### Problem details
Please copy each line of the records below that includes the word "hand".

### Data entries
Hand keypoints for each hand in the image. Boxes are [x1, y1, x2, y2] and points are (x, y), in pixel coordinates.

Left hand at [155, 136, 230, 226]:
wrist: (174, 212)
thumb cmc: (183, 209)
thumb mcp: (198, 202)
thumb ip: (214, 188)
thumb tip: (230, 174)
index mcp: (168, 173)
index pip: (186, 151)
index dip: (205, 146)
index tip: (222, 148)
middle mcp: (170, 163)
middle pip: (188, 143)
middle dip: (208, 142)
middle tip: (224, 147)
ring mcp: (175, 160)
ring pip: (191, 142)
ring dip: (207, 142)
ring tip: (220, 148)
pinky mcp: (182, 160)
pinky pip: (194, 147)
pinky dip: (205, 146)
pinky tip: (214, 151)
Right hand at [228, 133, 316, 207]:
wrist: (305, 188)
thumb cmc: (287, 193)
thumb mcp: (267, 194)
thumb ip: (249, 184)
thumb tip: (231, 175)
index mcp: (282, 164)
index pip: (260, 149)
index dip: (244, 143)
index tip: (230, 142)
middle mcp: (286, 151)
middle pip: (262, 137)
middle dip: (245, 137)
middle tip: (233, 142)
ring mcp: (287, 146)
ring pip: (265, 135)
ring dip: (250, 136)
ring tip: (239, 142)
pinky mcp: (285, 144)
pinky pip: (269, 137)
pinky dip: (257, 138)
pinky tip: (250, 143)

---

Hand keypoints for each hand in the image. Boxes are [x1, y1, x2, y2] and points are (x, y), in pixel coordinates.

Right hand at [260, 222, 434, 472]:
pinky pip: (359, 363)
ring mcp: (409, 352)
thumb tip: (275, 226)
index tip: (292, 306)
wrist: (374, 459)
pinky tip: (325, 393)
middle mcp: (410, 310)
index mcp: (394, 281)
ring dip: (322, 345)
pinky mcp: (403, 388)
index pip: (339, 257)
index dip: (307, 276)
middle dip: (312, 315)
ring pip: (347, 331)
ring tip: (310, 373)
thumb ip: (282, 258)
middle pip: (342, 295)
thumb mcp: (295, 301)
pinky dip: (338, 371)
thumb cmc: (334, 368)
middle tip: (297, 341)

### Written response
Hand keypoints for each hand in the image. Boxes are [x1, y1, x2, y2] and points are (x, y), in pixel coordinates.
Left hand at [155, 136, 230, 226]:
Right hand at [228, 133, 316, 207]:
Hand keypoints for each hand in the image. Boxes are [x1, y1, x2, y2] and points are (x, y), in pixel coordinates.
Right hand at [260, 222, 434, 472]:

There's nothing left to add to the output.